### EXERCISE PROMPT:
For each line below that holds the word "Rönkweg", make a copy.

Stored data entries:
"""

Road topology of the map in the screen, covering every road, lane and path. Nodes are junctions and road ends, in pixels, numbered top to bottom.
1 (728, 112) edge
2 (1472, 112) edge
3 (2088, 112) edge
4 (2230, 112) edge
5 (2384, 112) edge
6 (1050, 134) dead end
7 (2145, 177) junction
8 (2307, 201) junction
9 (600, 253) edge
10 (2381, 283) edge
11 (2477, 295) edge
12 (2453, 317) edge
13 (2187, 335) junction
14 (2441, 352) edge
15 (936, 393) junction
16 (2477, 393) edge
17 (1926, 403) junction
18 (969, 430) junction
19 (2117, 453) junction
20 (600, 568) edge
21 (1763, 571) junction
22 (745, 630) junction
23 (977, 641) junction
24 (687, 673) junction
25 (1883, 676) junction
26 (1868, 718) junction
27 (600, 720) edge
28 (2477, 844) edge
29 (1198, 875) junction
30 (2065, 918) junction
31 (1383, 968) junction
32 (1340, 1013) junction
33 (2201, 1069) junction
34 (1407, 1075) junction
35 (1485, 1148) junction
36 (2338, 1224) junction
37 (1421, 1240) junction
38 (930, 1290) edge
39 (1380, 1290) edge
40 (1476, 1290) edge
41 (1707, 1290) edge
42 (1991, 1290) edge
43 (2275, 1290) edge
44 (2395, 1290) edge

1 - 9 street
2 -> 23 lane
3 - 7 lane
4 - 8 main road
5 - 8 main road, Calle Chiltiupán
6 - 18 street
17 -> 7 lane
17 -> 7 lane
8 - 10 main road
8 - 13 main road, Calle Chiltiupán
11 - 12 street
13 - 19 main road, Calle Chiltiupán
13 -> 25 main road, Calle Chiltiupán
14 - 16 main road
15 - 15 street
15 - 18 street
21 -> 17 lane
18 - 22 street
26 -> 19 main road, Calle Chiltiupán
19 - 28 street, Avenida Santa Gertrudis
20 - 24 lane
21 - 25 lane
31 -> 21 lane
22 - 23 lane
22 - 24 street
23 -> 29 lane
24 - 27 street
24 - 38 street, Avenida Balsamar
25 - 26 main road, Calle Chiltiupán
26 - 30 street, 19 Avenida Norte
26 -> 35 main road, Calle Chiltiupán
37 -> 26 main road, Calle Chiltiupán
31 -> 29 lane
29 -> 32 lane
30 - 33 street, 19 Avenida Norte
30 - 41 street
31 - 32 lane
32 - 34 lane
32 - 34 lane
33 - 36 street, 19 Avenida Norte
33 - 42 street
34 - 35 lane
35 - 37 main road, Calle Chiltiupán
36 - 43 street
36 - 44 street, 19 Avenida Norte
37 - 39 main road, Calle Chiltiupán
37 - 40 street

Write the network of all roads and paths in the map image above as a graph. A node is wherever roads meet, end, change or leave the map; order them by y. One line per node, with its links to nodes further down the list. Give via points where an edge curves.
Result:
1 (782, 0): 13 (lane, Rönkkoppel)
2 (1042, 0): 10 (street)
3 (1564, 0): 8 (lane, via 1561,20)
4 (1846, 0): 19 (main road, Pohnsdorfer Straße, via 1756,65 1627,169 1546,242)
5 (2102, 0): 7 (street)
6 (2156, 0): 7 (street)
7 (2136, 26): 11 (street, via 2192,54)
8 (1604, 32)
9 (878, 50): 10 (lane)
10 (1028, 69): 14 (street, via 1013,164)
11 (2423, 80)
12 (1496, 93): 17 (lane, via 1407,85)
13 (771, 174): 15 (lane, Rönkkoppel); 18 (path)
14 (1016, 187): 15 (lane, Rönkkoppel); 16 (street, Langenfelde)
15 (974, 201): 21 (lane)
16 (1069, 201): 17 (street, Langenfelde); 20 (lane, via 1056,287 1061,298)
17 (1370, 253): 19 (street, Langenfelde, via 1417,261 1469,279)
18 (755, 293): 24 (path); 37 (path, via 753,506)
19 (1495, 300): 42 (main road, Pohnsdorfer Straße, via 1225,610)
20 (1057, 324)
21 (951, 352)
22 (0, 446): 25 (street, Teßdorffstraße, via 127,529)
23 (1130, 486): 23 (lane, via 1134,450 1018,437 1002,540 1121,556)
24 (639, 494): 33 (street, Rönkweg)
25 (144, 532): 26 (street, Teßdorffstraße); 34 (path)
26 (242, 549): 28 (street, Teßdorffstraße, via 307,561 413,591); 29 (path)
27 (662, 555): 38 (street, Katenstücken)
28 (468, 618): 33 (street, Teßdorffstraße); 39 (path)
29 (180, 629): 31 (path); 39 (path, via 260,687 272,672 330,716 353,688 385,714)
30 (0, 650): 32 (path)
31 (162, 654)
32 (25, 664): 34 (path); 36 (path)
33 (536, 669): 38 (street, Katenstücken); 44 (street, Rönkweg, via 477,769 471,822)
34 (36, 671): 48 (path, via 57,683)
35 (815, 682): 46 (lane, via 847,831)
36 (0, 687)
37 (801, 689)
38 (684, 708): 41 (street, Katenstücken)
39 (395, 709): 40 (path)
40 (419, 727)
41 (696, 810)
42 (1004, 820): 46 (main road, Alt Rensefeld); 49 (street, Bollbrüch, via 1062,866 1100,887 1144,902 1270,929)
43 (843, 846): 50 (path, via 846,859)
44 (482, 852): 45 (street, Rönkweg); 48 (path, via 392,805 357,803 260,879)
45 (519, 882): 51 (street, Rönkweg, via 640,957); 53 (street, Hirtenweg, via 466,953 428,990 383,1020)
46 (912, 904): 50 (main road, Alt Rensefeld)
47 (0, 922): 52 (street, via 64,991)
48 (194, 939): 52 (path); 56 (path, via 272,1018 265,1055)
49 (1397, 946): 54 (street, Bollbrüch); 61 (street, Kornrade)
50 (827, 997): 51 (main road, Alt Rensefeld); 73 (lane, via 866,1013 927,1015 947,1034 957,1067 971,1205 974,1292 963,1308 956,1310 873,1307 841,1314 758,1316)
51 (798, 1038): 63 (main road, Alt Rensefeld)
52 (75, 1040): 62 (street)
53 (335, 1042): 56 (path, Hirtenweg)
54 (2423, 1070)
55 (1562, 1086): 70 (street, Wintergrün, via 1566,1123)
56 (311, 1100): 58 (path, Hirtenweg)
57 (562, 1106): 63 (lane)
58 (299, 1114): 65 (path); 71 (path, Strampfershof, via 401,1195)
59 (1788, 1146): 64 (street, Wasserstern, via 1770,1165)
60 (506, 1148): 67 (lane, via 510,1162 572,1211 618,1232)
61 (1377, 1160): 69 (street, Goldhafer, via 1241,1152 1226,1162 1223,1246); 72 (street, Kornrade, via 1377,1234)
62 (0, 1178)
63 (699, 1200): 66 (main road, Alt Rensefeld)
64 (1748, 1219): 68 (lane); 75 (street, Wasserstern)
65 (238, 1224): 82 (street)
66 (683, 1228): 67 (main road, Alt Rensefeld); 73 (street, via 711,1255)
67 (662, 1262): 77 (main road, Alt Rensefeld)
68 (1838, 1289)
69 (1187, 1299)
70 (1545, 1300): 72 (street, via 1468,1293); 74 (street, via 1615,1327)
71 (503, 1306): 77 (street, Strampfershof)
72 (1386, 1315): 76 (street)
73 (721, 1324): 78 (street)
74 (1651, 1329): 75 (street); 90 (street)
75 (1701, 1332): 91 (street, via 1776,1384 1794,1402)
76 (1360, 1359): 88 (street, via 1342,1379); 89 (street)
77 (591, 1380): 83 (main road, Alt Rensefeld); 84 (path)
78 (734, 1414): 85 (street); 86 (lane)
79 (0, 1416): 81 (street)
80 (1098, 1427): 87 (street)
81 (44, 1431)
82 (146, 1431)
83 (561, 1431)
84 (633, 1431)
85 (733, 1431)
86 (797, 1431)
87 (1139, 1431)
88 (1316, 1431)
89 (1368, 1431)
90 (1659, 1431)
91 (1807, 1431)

"""

### EXERCISE RESULT:
24 (639, 494): 33 (street, Rönkweg)
33 (536, 669): 38 (street, Katenstücken); 44 (street, Rönkweg, via 477,769 471,822)
44 (482, 852): 45 (street, Rönkweg); 48 (path, via 392,805 357,803 260,879)
45 (519, 882): 51 (street, Rönkweg, via 640,957); 53 (street, Hirtenweg, via 466,953 428,990 383,1020)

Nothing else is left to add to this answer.